--- Material shown Enclosed Below ---
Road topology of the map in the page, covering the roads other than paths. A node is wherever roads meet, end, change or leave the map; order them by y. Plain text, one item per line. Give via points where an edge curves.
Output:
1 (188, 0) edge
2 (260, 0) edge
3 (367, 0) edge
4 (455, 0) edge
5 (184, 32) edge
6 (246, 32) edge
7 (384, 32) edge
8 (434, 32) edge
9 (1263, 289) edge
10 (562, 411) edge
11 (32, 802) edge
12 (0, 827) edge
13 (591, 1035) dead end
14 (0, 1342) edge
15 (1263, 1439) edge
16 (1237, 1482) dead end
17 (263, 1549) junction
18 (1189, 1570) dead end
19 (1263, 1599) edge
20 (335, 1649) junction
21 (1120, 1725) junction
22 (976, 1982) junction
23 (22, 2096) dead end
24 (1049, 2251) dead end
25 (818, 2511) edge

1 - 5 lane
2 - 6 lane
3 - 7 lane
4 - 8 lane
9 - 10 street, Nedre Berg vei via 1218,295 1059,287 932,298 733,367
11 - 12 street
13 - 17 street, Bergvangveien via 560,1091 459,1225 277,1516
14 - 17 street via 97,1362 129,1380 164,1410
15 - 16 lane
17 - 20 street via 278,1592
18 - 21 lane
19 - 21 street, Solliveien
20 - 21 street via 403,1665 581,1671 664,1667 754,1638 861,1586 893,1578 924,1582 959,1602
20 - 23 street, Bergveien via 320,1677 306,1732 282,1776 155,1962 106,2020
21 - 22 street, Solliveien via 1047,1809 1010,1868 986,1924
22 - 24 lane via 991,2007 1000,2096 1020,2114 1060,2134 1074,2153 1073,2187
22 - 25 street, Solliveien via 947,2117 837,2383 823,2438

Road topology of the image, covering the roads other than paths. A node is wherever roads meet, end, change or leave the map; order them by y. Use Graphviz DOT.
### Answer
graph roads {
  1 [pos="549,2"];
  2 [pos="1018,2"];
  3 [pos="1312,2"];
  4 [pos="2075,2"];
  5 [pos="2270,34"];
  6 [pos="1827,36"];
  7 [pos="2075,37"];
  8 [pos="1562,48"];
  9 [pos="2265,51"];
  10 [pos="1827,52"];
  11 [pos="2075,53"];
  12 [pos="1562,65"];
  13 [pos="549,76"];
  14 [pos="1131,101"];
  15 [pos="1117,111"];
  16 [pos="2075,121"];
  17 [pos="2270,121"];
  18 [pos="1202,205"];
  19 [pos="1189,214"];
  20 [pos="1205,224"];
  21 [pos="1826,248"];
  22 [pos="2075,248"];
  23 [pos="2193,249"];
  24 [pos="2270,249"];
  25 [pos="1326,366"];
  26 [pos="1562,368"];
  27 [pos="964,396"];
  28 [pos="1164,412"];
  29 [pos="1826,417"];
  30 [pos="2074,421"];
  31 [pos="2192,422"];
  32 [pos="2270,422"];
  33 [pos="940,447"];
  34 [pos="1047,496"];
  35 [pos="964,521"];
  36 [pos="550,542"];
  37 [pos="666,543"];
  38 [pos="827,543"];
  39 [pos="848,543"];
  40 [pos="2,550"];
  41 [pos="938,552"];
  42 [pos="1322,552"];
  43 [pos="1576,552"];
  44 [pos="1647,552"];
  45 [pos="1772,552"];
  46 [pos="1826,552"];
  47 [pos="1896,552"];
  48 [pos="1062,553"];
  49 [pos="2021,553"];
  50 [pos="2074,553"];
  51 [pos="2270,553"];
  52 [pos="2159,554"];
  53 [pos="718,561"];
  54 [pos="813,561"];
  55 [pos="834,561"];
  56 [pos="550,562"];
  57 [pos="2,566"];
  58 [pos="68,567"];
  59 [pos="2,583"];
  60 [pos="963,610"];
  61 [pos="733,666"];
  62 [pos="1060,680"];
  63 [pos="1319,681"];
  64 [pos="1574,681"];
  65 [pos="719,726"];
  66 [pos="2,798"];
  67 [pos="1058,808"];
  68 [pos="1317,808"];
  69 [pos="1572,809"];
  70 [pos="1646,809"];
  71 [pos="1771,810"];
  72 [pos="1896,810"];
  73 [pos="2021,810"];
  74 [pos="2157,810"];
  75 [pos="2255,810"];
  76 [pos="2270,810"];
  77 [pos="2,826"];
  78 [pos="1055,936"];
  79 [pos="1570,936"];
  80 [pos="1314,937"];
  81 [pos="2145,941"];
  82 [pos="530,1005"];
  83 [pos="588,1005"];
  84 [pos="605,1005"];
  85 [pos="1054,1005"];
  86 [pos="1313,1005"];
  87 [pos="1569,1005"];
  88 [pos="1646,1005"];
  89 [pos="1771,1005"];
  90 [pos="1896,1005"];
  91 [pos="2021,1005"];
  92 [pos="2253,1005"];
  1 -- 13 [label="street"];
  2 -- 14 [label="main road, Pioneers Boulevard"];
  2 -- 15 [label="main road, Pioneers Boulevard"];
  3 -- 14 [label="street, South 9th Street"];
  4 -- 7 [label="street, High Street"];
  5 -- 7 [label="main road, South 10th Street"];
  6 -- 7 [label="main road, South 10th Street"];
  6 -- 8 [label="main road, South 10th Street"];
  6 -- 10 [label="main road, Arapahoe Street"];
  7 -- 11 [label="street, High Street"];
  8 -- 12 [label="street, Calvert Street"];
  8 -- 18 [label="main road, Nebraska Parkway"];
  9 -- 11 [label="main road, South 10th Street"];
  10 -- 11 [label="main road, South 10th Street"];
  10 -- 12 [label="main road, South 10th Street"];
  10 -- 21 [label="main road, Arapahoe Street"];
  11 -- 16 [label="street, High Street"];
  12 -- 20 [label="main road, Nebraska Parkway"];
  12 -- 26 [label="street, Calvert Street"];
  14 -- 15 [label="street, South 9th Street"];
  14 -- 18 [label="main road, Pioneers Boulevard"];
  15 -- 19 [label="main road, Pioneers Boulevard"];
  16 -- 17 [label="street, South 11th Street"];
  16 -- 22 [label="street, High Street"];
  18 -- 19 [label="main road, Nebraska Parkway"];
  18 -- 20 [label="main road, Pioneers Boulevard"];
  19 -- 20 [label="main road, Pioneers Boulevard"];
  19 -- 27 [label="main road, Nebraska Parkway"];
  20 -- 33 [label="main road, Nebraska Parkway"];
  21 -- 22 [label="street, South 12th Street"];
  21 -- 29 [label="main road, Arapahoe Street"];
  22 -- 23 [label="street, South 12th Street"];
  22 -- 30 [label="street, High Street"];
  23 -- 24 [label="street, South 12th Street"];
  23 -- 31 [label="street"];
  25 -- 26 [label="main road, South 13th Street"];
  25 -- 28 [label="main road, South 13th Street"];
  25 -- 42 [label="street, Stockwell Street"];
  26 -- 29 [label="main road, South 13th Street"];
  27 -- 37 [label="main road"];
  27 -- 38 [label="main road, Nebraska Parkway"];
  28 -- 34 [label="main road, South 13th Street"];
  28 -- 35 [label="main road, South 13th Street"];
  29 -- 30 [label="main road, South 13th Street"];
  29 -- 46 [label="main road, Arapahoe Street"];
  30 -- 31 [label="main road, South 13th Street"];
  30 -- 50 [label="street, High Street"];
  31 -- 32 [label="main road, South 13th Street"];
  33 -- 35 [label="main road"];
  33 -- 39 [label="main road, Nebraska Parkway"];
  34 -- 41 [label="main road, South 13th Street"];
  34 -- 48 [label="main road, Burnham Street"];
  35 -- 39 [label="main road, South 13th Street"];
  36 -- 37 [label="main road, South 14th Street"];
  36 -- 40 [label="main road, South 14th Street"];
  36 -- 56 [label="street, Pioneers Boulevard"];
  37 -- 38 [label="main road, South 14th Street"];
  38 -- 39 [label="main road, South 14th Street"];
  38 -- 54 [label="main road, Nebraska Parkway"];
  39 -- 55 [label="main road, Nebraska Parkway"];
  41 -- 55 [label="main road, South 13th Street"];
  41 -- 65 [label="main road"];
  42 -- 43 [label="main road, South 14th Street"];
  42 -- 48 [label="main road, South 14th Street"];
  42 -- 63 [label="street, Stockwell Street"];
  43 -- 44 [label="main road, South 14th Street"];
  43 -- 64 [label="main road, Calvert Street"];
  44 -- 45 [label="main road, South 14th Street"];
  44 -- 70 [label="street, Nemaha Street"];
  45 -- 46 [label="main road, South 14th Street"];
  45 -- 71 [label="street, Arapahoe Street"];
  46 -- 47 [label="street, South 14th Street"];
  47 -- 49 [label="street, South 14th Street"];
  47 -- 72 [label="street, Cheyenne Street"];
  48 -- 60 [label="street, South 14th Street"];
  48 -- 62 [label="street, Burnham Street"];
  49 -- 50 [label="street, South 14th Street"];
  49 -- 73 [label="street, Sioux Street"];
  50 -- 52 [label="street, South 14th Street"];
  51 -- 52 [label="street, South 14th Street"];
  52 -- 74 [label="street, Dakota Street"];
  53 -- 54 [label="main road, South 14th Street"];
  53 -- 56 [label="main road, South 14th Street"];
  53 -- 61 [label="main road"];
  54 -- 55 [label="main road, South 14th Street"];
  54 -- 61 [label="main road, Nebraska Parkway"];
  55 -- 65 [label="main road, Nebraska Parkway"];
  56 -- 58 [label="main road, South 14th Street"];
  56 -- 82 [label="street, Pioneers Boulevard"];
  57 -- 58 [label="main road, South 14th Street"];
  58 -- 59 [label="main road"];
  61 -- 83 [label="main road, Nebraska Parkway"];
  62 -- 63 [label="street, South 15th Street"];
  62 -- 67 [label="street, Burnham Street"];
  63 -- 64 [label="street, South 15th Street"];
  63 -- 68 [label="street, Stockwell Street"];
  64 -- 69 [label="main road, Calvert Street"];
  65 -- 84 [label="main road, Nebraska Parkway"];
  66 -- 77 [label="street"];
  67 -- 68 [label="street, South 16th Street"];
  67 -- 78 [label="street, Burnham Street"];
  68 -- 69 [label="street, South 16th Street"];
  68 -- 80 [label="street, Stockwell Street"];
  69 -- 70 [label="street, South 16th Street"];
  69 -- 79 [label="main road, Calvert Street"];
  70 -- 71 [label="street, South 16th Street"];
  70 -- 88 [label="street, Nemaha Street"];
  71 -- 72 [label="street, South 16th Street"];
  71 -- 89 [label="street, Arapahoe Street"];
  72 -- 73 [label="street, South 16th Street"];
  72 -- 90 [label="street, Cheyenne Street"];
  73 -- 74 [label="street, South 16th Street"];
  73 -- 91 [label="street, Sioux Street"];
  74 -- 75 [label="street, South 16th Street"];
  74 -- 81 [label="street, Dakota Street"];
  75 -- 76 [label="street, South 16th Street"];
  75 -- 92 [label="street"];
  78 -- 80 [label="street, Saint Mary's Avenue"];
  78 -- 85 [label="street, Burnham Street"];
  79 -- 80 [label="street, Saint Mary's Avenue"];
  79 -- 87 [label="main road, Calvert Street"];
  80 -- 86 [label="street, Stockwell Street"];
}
--- End of Enclosed Material shown ---
* [Requirement]:
Across the whole listing, show each line where the word "Burnham" occurs.

* [Reply]:
  34 -- 48 [label="main road, Burnham Street"];
  48 -- 62 [label="street, Burnham Street"];
  62 -- 67 [label="street, Burnham Street"];
  67 -- 78 [label="street, Burnham Street"];
  78 -- 85 [label="street, Burnham Street"];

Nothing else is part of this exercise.